**Problem**
Word for word, restate the entries that follow.

**Record excerpts**
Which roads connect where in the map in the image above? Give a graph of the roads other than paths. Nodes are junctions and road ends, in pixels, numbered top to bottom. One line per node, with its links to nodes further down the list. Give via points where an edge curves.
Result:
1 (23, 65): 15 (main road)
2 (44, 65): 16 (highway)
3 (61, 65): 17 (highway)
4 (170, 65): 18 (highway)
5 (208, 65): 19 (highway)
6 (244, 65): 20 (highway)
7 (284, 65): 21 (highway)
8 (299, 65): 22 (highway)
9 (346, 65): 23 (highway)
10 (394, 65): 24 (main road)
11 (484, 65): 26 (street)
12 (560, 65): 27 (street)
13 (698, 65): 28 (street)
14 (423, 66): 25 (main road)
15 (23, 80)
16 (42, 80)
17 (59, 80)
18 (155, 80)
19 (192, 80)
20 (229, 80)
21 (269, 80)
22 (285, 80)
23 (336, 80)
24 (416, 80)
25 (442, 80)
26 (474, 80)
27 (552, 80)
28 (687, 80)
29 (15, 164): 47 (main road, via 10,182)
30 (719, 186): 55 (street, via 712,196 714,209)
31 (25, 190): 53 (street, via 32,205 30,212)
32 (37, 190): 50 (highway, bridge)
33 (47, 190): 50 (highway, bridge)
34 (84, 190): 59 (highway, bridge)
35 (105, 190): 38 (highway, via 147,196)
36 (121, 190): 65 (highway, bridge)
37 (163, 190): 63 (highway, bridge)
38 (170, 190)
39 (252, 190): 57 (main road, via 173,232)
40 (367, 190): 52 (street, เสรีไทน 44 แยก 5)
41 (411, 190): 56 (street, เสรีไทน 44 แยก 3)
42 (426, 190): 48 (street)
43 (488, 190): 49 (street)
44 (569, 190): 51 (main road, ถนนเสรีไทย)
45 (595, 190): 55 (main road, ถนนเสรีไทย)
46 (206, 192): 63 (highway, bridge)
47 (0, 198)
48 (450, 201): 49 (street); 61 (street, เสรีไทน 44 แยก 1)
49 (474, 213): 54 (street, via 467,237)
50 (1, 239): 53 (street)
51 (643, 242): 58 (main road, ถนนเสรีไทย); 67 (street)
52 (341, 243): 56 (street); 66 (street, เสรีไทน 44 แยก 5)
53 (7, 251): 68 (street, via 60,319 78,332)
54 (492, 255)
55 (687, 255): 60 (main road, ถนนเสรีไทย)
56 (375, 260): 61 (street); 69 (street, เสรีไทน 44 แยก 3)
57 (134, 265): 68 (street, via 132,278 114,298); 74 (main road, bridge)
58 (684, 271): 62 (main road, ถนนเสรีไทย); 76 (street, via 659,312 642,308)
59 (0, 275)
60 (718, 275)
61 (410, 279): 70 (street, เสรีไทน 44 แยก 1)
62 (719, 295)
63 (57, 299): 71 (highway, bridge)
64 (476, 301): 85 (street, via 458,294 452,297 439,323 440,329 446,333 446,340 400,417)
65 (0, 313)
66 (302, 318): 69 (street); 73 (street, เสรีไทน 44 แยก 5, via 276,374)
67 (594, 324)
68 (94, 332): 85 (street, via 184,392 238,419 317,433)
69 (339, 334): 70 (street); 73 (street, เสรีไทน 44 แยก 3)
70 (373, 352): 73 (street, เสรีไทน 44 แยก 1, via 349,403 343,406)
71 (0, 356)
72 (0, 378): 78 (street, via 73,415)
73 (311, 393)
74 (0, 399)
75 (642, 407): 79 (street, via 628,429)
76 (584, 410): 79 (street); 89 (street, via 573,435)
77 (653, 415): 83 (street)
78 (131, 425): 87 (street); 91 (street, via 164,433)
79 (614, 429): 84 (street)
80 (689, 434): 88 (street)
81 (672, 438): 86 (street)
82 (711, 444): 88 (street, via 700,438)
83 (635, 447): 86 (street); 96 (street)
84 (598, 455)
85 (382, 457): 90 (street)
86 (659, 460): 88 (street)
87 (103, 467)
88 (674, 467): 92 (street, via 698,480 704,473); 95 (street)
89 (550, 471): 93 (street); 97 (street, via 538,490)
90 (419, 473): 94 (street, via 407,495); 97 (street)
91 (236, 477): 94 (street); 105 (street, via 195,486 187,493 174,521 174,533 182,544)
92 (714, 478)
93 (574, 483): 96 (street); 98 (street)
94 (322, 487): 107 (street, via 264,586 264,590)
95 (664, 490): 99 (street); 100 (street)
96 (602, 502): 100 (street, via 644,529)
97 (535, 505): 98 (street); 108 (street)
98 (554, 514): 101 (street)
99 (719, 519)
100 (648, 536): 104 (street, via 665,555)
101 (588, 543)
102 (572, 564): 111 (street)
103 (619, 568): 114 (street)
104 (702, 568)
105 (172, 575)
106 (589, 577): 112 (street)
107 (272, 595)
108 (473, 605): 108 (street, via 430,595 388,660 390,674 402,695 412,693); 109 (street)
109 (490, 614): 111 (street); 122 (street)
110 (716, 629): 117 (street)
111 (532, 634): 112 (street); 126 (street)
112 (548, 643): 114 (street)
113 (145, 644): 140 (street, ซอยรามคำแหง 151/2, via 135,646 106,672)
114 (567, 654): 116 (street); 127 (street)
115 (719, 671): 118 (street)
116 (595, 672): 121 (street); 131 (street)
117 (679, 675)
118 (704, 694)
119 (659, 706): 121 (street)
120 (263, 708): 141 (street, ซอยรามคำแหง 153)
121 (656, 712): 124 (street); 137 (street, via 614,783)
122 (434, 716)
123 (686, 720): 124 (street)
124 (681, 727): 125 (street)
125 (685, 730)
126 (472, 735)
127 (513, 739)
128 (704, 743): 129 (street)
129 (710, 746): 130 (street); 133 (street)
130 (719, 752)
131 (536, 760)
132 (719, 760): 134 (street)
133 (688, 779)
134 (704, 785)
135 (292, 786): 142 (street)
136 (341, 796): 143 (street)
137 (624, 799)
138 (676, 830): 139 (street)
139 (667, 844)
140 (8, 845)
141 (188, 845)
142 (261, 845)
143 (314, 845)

**Response**
Which roads connect where in the map in the image above? Give a graph of the roads other than paths. Nodes are junctions and road ends, in pixels, numbered top to bottom. One line per node, with its links to nodes further down the list. Give via points where an edge curves.
Result:
1 (23, 65): 15 (main road)
2 (44, 65): 16 (highway)
3 (61, 65): 17 (highway)
4 (170, 65): 18 (highway)
5 (208, 65): 19 (highway)
6 (244, 65): 20 (highway)
7 (284, 65): 21 (highway)
8 (299, 65): 22 (highway)
9 (346, 65): 23 (highway)
10 (394, 65): 24 (main road)
11 (484, 65): 26 (street)
12 (560, 65): 27 (street)
13 (698, 65): 28 (street)
14 (423, 66): 25 (main road)
15 (23, 80)
16 (42, 80)
17 (59, 80)
18 (155, 80)
19 (192, 80)
20 (229, 80)
21 (269, 80)
22 (285, 80)
23 (336, 80)
24 (416, 80)
25 (442, 80)
26 (474, 80)
27 (552, 80)
28 (687, 80)
29 (15, 164): 47 (main road, via 10,182)
30 (719, 186): 55 (street, via 712,196 714,209)
31 (25, 190): 53 (street, via 32,205 30,212)
32 (37, 190): 50 (highway, bridge)
33 (47, 190): 50 (highway, bridge)
34 (84, 190): 59 (highway, bridge)
35 (105, 190): 38 (highway, via 147,196)
36 (121, 190): 65 (highway, bridge)
37 (163, 190): 63 (highway, bridge)
38 (170, 190)
39 (252, 190): 57 (main road, via 173,232)
40 (367, 190): 52 (street, เสรีไทน 44 แยก 5)
41 (411, 190): 56 (street, เสรีไทน 44 แยก 3)
42 (426, 190): 48 (street)
43 (488, 190): 49 (street)
44 (569, 190): 51 (main road, ถนนเสรีไทย)
45 (595, 190): 55 (main road, ถนนเสรีไทย)
46 (206, 192): 63 (highway, bridge)
47 (0, 198)
48 (450, 201): 49 (street); 61 (street, เสรีไทน 44 แยก 1)
49 (474, 213): 54 (street, via 467,237)
50 (1, 239): 53 (street)
51 (643, 242): 58 (main road, ถนนเสรีไทย); 67 (street)
52 (341, 243): 56 (street); 66 (street, เสรีไทน 44 แยก 5)
53 (7, 251): 68 (street, via 60,319 78,332)
54 (492, 255)
55 (687, 255): 60 (main road, ถนนเสรีไทย)
56 (375, 260): 61 (street); 69 (street, เสรีไทน 44 แยก 3)
57 (134, 265): 68 (street, via 132,278 114,298); 74 (main road, bridge)
58 (684, 271): 62 (main road, ถนนเสรีไทย); 76 (street, via 659,312 642,308)
59 (0, 275)
60 (718, 275)
61 (410, 279): 70 (street, เสรีไทน 44 แยก 1)
62 (719, 295)
63 (57, 299): 71 (highway, bridge)
64 (476, 301): 85 (street, via 458,294 452,297 439,323 440,329 446,333 446,340 400,417)
65 (0, 313)
66 (302, 318): 69 (street); 73 (street, เสรีไทน 44 แยก 5, via 276,374)
67 (594, 324)
68 (94, 332): 85 (street, via 184,392 238,419 317,433)
69 (339, 334): 70 (street); 73 (street, เสรีไทน 44 แยก 3)
70 (373, 352): 73 (street, เสรีไทน 44 แยก 1, via 349,403 343,406)
71 (0, 356)
72 (0, 378): 78 (street, via 73,415)
73 (311, 393)
74 (0, 399)
75 (642, 407): 79 (street, via 628,429)
76 (584, 410): 79 (street); 89 (street, via 573,435)
77 (653, 415): 83 (street)
78 (131, 425): 87 (street); 91 (street, via 164,433)
79 (614, 429): 84 (street)
80 (689, 434): 88 (street)
81 (672, 438): 86 (street)
82 (711, 444): 88 (street, via 700,438)
83 (635, 447): 86 (street); 96 (street)
84 (598, 455)
85 (382, 457): 90 (street)
86 (659, 460): 88 (street)
87 (103, 467)
88 (674, 467): 92 (street, via 698,480 704,473); 95 (street)
89 (550, 471): 93 (street); 97 (street, via 538,490)
90 (419, 473): 94 (street, via 407,495); 97 (street)
91 (236, 477): 94 (street); 105 (street, via 195,486 187,493 174,521 174,533 182,544)
92 (714, 478)
93 (574, 483): 96 (street); 98 (street)
94 (322, 487): 107 (street, via 264,586 264,590)
95 (664, 490): 99 (street); 100 (street)
96 (602, 502): 100 (street, via 644,529)
97 (535, 505): 98 (street); 108 (street)
98 (554, 514): 101 (street)
99 (719, 519)
100 (648, 536): 104 (street, via 665,555)
101 (588, 543)
102 (572, 564): 111 (street)
103 (619, 568): 114 (street)
104 (702, 568)
105 (172, 575)
106 (589, 577): 112 (street)
107 (272, 595)
108 (473, 605): 108 (street, via 430,595 388,660 390,674 402,695 412,693); 109 (street)
109 (490, 614): 111 (street); 122 (street)
110 (716, 629): 117 (street)
111 (532, 634): 112 (street); 126 (street)
112 (548, 643): 114 (street)
113 (145, 644): 140 (street, ซอยรามคำแหง 151/2, via 135,646 106,672)
114 (567, 654): 116 (street); 127 (street)
115 (719, 671): 118 (street)
116 (595, 672): 121 (street); 131 (street)
117 (679, 675)
118 (704, 694)
119 (659, 706): 121 (street)
120 (263, 708): 141 (street, ซอยรามคำแหง 153)
121 (656, 712): 124 (street); 137 (street, via 614,783)
122 (434, 716)
123 (686, 720): 124 (street)
124 (681, 727): 125 (street)
125 (685, 730)
126 (472, 735)
127 (513, 739)
128 (704, 743): 129 (street)
129 (710, 746): 130 (street); 133 (street)
130 (719, 752)
131 (536, 760)
132 (719, 760): 134 (street)
133 (688, 779)
134 (704, 785)
135 (292, 786): 142 (street)
136 (341, 796): 143 (street)
137 (624, 799)
138 (676, 830): 139 (street)
139 (667, 844)
140 (8, 845)
141 (188, 845)
142 (261, 845)
143 (314, 845)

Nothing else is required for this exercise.